Which Test for Which Metal
| Metal | Best Blood Test | Best Urine Test | Provoked Useful? |
|---|---|---|---|
| Lead | Whole blood (gold standard) | Less useful for acute | CaEDTA provocation for bone stores |
| Mercury (organic/methyl) | Whole blood | Less useful | Less useful |
| Mercury (inorganic) | Less useful | Unprovoked urine (gold standard) | DMPS provocation debated |
| Arsenic | Acute exposure | 24-hr urine with speciation | Rarely needed |
| Cadmium | Acute exposure | Unprovoked urine (gold standard) | Not typically used |
| Aluminum | Less useful (serum available) | Unprovoked urine | Debated |
The Evidence
What We Know (Human Data)
- Blood lead and urine cadmium are well-validated biomarkers with established dose-response relationships to health outcomes
- The ACMT position paper (2013) provides a thorough critique of post-chelator testing [1]
- K-shell X-ray fluorescence (KXRF) of bone provides the most accurate assessment of cumulative lead exposure — but it is a research tool, not clinically available
- Hair analysis for heavy metals is unreliable and not recommended by any toxicology society
What I See in Practice
In our hospital, I assess heavy metals as part of the comprehensive workup for patients with chronic neurological symptoms, unexplained fatigue, or a history of significant environmental exposure.

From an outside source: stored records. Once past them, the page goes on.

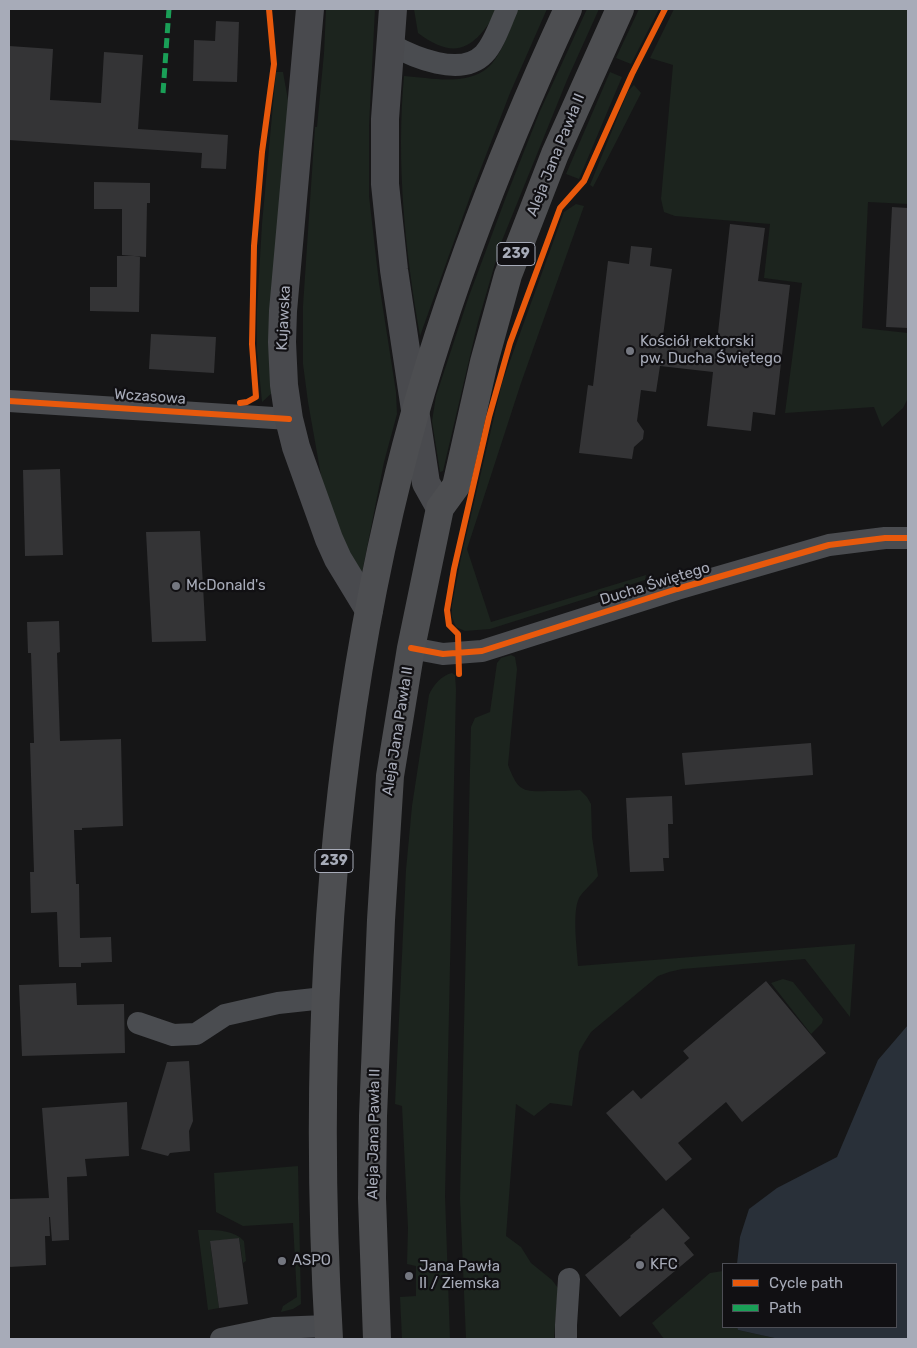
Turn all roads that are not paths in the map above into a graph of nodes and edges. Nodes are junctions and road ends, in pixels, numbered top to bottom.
1 (310, 9) edge
2 (393, 9) edge
3 (507, 9) edge
4 (568, 9) edge
5 (620, 9) edge
6 (390, 44) junction
7 (9, 401) edge
8 (415, 415) junction
9 (289, 419) junction
10 (440, 508) junction
11 (908, 538) edge
12 (369, 610) junction
13 (411, 648) junction
14 (324, 998) junction
15 (138, 1023) dead end
16 (569, 1279) dead end
17 (328, 1333) edge
18 (221, 1339) edge
19 (378, 1339) edge
20 (566, 1339) edge

1 - 9 main road, Kujawska
2 - 6 main road
3 - 6 street
4 - 8 main road, 239
5 - 10 main road, Aleja Jana Pawła II / 239
6 - 8 main road
7 - 9 street, Wczasowa
8 - 10 main road
8 - 12 main road, 239
9 - 12 main road, Kujawska
10 - 13 main road, Aleja Jana Pawła II / 239
11 - 13 street, Ducha Świętego
12 - 14 main road, 239
13 - 19 main road, Aleja Jana Pawła II / 239
14 - 15 street
14 - 17 main road, 239
16 - 20 street
17 - 18 street

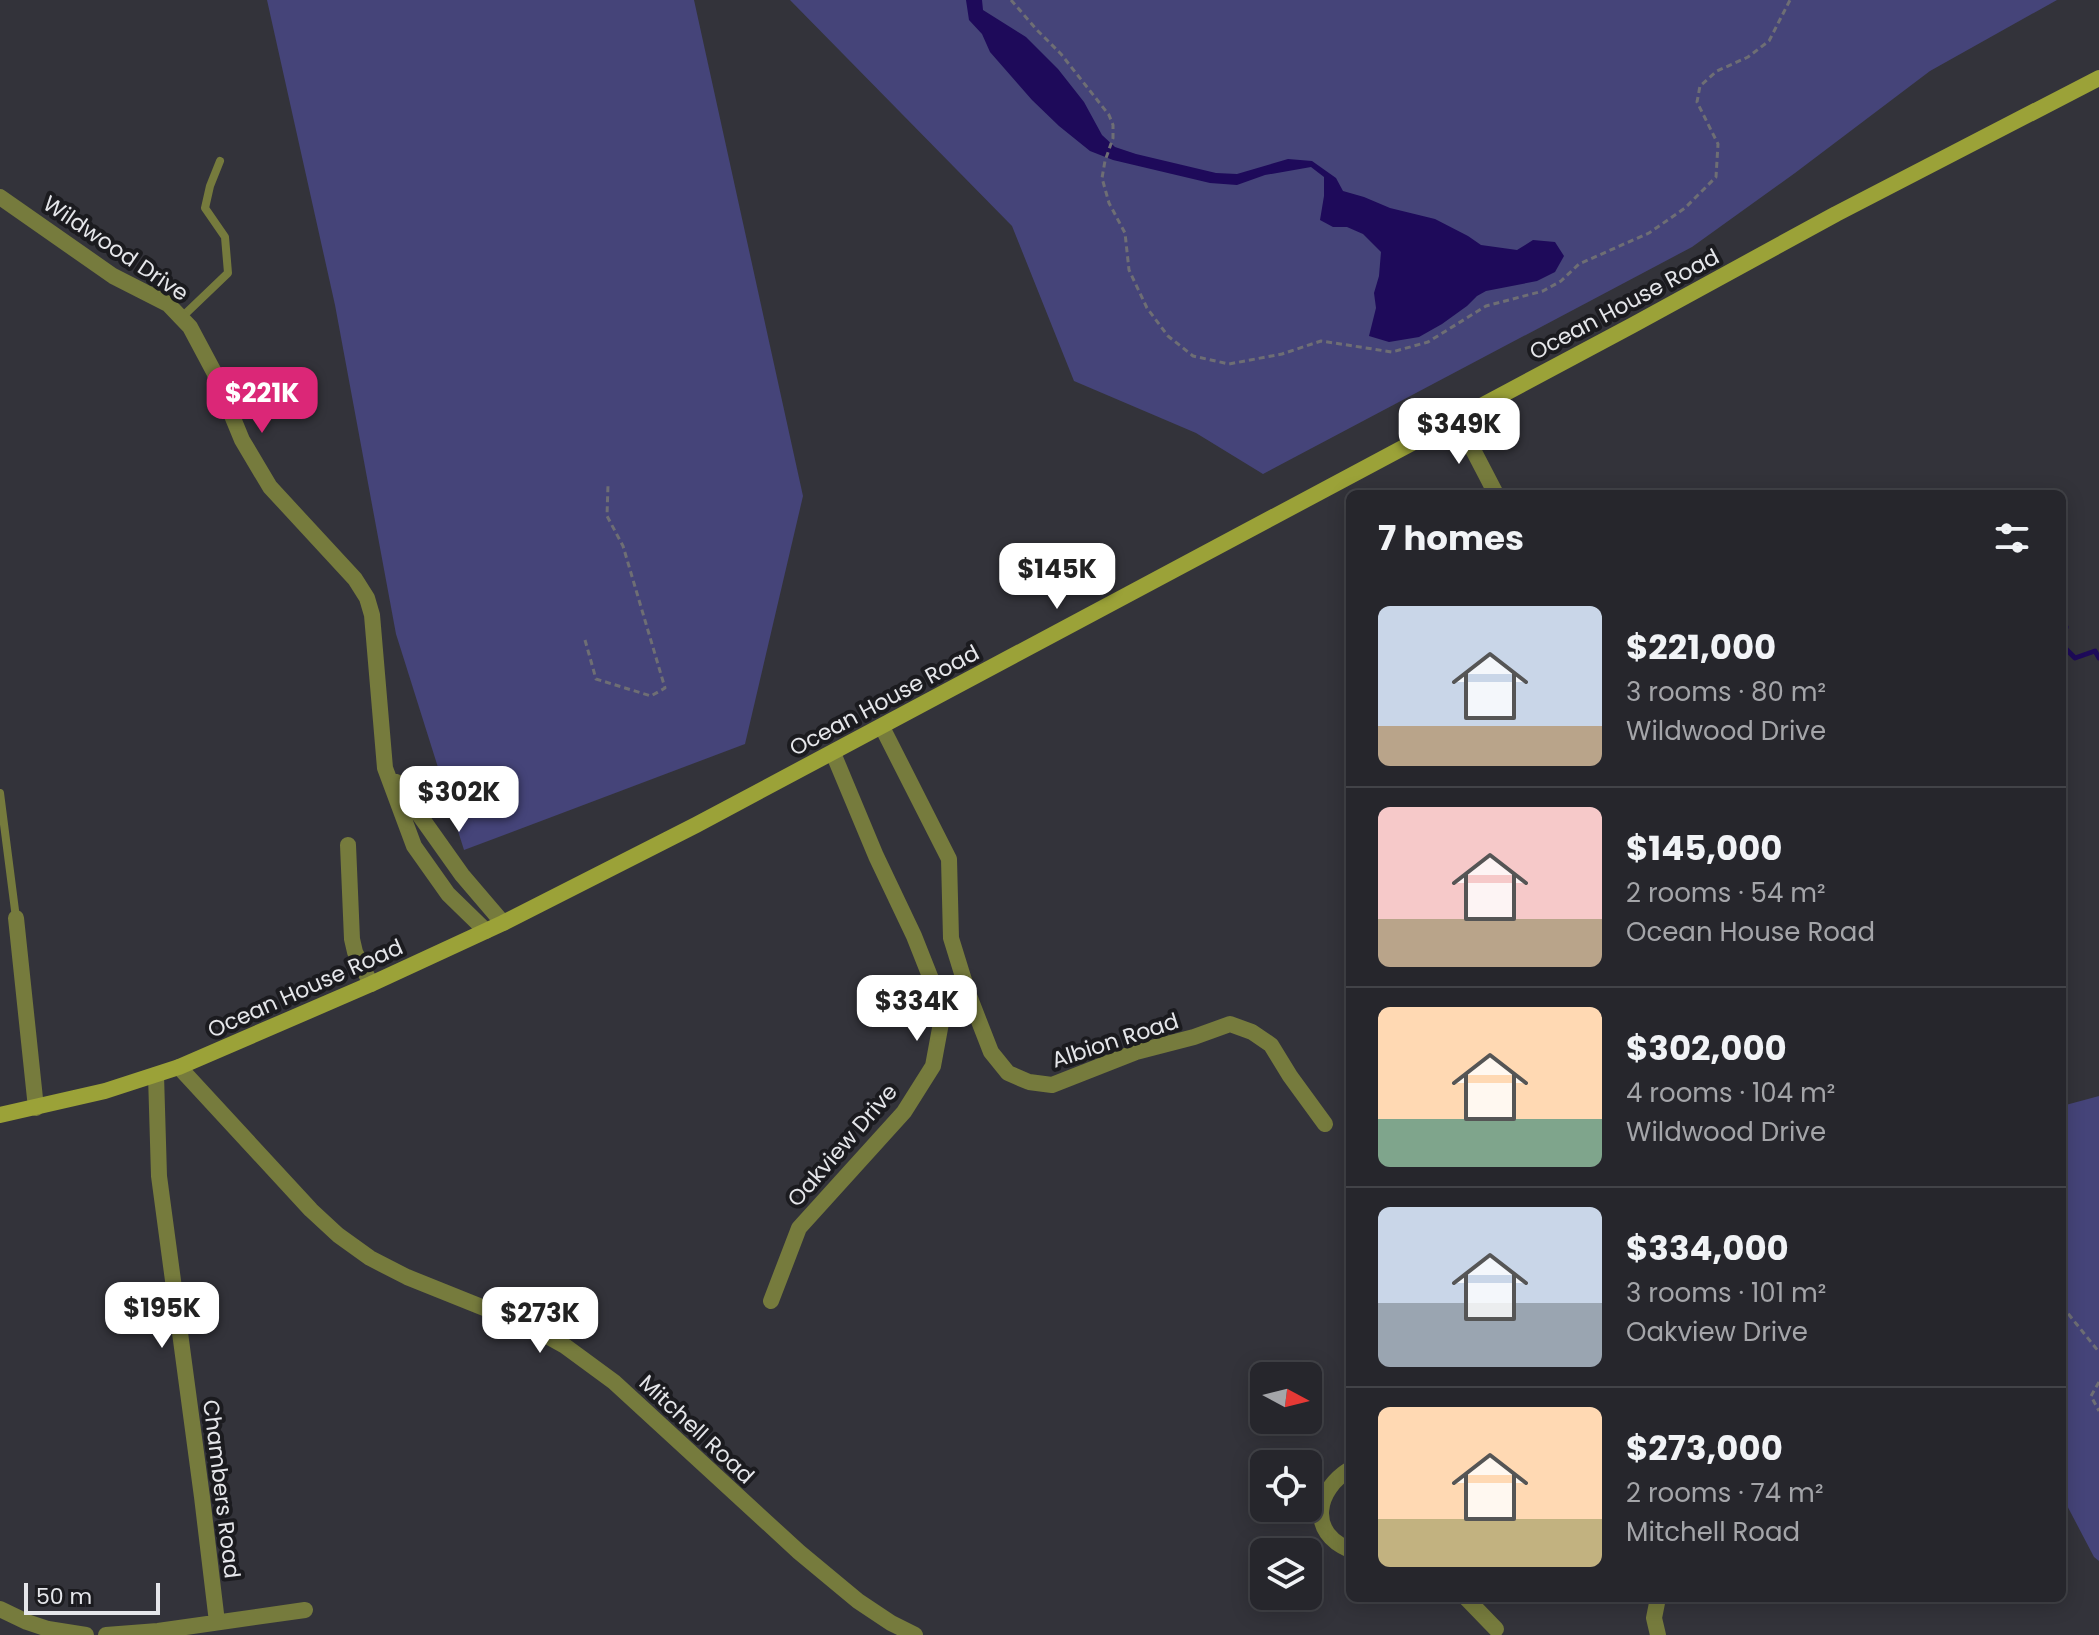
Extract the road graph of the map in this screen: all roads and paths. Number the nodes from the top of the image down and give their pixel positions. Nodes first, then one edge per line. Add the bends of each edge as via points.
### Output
1 (1011, 0) edge
2 (1790, 0) edge
3 (2099, 78) edge
4 (220, 161) dead end
5 (0, 197) edge
6 (181, 318) junction
7 (1457, 419) junction
8 (608, 485) dead end
9 (1494, 490) edge
10 (585, 640) dead end
11 (882, 727) junction
12 (833, 753) junction
13 (385, 768) junction
14 (0, 793) edge
15 (348, 845) dead end
16 (16, 918) joint
17 (503, 923) junction
18 (486, 931) junction
19 (371, 984) junction
20 (179, 1067) junction
21 (156, 1075) junction
22 (36, 1108) junction
23 (0, 1115) edge
24 (1325, 1124) dead end
25 (771, 1301) dead end
26 (2066, 1311) edge
27 (2099, 1352) edge
28 (2099, 1382) edge
29 (2099, 1411) edge
30 (1346, 1471) edge
31 (1346, 1548) edge
32 (1470, 1602) edge
33 (1657, 1602) edge
34 (0, 1609) edge
35 (305, 1610) dead end
36 (217, 1622) junction
37 (1496, 1629) dead end
38 (86, 1635) edge
39 (106, 1635) edge
40 (915, 1635) edge
41 (1658, 1635) edge

1 - 2 path via 1109,115 1113,138 1102,178 1125,233 1129,270 1147,308 1168,336 1193,356 1229,364 1321,341 1392,352 1428,342 1486,306 1543,291 1579,264 1649,233 1716,177 1718,144 1697,102 1700,86 1769,41
3 - 7 main road, Ocean House Road
4 - 6 lane via 205,208 225,237 228,273
5 - 6 street, Wildwood Drive via 113,276 168,304
6 - 13 street, Wildwood Drive via 214,372 242,440 270,487 367,598
7 - 9 street
7 - 11 main road, Ocean House Road
8 - 10 path via 607,516 623,546 665,688 651,696 596,679
11 - 12 main road, Ocean House Road
11 - 24 street, Albion Road via 949,859 951,938 991,1052 1008,1073 1052,1085 1230,1024 1271,1045
12 - 17 main road, Ocean House Road
12 - 25 street, Oakview Drive via 914,936 941,1023 933,1066 904,1112 799,1228
13 - 17 street
13 - 18 street, Wildwood Drive via 414,846 448,894
14 - 16 lane
15 - 19 street via 352,939
16 - 22 street
17 - 18 main road, Ocean House Road
18 - 19 main road, Ocean House Road
19 - 20 main road, Ocean House Road
20 - 21 main road, Ocean House Road
20 - 40 street, Mitchell Road via 338,1235 407,1277 565,1346 614,1382 858,1601
21 - 22 main road, Ocean House Road
21 - 36 street, Chambers Road via 159,1176
22 - 23 main road, Ocean House Road
26 - 27 path
28 - 29 path via 2091,1396
30 - 31 street via 1330,1486 1320,1510 1325,1530
32 - 37 street
33 - 41 street
34 - 38 street via 48,1629
35 - 36 street
36 - 39 street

My approach:
- Start with unprovoked blood and urine testing (whole blood lead, blood mercury, urine mercury with speciation, urine cadmium, urine arsenic with speciation)
- If results are elevated — treat based on the specific metal and level
- If results are normal but clinical suspicion remains high — consider provoked testing with the explicit understanding of its limitations
- During chelation therapy — use serial provoked testing to monitor progress

Practical Application
What to Order First
For a general heavy metal screen:
- Whole blood lead (standard lab)
- Whole blood mercury (standard lab)
- 24-hour urine with mercury, cadmium, arsenic (with speciation), and thallium (specialty lab)

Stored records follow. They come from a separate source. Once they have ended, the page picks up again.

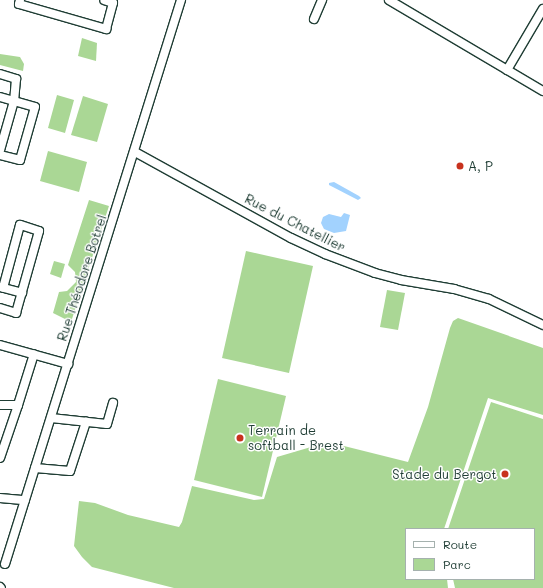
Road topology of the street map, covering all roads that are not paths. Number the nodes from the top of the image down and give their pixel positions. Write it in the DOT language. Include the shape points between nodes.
graph roads {
  1 [pos="20,0"];
  2 [pos="104,0"];
  3 [pos="181,0"];
  4 [pos="322,0"];
  5 [pos="389,0"];
  6 [pos="543,9"];
  7 [pos="314,19"];
  8 [pos="506,70"];
  9 [pos="0,74"];
  10 [pos="543,91"];
  11 [pos="0,97"];
  12 [pos="14,101"];
  13 [pos="0,150"];
  14 [pos="135,152"];
  15 [pos="0,155"];
  16 [pos="1,287"];
  17 [pos="22,293"];
  18 [pos="0,308"];
  19 [pos="543,325"];
  20 [pos="0,345"];
  21 [pos="34,354"];
  22 [pos="68,364"];
  23 [pos="113,403"];
  24 [pos="0,405"];
  25 [pos="18,405"];
  26 [pos="51,418"];
  27 [pos="86,422"];
  28 [pos="0,458"];
  29 [pos="35,468"];
  30 [pos="0,498"];
  31 [pos="25,500"];
  32 [pos="5,564"];
  1 -- 2 [label="street" via="19,4 106,28 113,2"];
  3 -- 14 [label="street, Rue Théodore Botrel"];
  4 -- 7 [label="street"];
  5 -- 8 [label="street"];
  6 -- 8 [label="street"];
  8 -- 10 [label="street"];
  9 -- 12 [label="street" via="16,79"];
  11 -- 12 [label="street"];
  12 -- 13 [label="street"];
  12 -- 15 [label="street" via="35,107 20,160"];
  14 -- 19 [label="street, Rue du Chatellier" via="325,254 375,273 489,299"];
  14 -- 22 [label="street, Rue Théodore Botrel"];
  16 -- 17 [label="street"];
  16 -- 17 [label="street" via="20,225 39,230"];
  17 -- 18 [label="street" via="16,313"];
  20 -- 21 [label="street"];
  21 -- 22 [label="street"];
  21 -- 25 [label="street"];
  22 -- 26 [label="street, Rue Théodore Botrel"];
  23 -- 27 [label="street" via="107,424"];
  24 -- 25 [label="street"];
  25 -- 28 [label="street"];
  26 -- 27 [label="street"];
  26 -- 29 [label="street, Rue Théodore Botrel"];
  27 -- 29 [label="street" via="70,472"];
  29 -- 31 [label="street, Rue Théodore Botrel"];
  30 -- 31 [label="street"];
  31 -- 32 [label="street, Rue Théodore Botrel"];
}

For suspected dental amalgam exposure:
- Urine mercury (unprovoked) — this is the most relevant matrix
For suspected lead exposure (older homes, occupational):
- Whole blood lead (the gold standard)
Interpreting Results
Always review results in the context of:
- Exposure history (occupational, residential, dental, dietary)
- Symptom pattern (different metals produce different symptom profiles)

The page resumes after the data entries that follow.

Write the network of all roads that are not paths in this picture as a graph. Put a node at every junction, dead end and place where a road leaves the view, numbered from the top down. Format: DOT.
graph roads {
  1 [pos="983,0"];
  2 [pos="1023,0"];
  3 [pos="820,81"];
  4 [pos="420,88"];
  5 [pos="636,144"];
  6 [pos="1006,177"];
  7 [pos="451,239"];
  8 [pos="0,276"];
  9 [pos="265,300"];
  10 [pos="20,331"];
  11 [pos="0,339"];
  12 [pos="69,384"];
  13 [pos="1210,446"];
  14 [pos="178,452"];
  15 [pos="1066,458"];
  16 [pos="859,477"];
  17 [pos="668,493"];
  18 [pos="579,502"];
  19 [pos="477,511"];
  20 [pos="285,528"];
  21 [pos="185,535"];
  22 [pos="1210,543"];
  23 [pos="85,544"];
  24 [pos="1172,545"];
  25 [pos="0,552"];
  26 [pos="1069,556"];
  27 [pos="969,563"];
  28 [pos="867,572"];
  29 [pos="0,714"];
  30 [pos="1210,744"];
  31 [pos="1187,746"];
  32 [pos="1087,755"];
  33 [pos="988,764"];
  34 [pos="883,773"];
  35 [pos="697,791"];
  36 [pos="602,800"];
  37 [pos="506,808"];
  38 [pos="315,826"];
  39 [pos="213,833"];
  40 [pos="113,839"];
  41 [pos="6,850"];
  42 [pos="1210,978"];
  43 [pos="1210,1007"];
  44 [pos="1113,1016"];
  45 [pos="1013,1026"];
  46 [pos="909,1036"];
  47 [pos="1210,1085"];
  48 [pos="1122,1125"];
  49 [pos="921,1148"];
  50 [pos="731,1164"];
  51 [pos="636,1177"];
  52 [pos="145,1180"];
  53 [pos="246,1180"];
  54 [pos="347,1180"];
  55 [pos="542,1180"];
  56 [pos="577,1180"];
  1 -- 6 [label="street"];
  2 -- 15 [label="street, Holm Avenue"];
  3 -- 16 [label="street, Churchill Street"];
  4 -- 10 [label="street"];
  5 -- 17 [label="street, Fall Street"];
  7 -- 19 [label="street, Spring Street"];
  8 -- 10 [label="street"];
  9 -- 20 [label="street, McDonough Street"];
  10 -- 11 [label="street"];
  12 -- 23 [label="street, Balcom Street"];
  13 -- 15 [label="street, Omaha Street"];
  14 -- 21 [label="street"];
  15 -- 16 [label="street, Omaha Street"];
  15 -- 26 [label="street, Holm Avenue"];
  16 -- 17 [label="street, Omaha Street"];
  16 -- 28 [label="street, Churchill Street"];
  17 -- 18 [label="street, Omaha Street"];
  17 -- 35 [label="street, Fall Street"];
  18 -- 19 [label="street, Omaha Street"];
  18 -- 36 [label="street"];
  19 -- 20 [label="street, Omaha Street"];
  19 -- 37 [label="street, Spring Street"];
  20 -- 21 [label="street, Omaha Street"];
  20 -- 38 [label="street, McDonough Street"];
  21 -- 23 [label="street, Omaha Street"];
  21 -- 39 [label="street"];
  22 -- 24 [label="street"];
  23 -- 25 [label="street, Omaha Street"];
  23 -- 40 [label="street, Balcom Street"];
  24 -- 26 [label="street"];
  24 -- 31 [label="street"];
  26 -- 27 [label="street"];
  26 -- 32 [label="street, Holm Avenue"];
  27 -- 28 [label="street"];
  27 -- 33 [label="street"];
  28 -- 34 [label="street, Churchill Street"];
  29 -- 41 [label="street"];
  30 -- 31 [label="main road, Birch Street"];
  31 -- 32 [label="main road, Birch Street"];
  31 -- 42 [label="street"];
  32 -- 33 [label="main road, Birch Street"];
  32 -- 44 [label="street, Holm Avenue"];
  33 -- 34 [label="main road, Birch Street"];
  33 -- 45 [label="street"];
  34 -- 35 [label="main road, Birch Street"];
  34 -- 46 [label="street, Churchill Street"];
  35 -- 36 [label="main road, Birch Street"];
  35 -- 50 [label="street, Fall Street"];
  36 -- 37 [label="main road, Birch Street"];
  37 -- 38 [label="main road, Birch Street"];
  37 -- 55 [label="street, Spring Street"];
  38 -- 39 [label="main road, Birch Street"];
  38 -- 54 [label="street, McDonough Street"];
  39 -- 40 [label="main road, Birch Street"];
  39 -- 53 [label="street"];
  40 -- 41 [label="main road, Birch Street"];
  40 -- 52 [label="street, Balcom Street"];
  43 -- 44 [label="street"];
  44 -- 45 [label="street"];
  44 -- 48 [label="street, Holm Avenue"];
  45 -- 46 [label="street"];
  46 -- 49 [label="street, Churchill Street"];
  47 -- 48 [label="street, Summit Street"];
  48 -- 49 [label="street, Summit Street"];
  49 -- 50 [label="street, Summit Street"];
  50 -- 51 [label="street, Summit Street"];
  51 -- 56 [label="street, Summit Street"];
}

- Time since exposure (blood captures recent; urine captures current excretion)
- Confounders (seafood intake before mercury testing, organic vs. inorganic arsenic)
Safety and Considerations
Testing itself carries minimal risk (blood draw, urine collection). The risk associated with provoked testing relates primarily to the chelating agent:
- DMSA can cause GI upset, rash, and transient elevation in liver enzymes
- DMPS can cause allergic reactions and mineral depletion
- EDTA carries risk of hypocalcemia and renal toxicity at high doses
Any provoked testing should be supervised by a physician experienced in chelation therapy, with adequate mineral repletion and monitoring. I discuss chelation therapy safety in detail here.
The Bottom Line
There is no single “best” heavy metal test. Blood captures recent exposure, unprovoked urine captures current excretion, and provoked urine attempts to reveal tissue stores — each answers a different question. Start with unprovoked testing for screening. Use blood for lead and organic mercury, urine for inorganic mercury and cadmium, and speciated urine for arsenic. Reserve provoked testing for high-clinical-suspicion cases where unprovoked results are discordant with the clinical picture, and never compare provoked results to unprovoked reference ranges. The right test depends on the right question.
References
- American College of Medical Toxicology. ACMT Position Statement on Post-Chelator Challenge Urinary Metal Testing. Journal of Medical Toxicology. 2013;9(4):318-325. PMC5711755.
- Klotz K, et al. The Health Effects of Aluminum Exposure. Deutsches Arzteblatt International. 2017;114(39):653-659. PMC5684567.
- Ruha AM, et al. Urine metal testing following chelation: an unreliable marker of metal body burden. Toxicology Communications. 2019;3(1):35-40.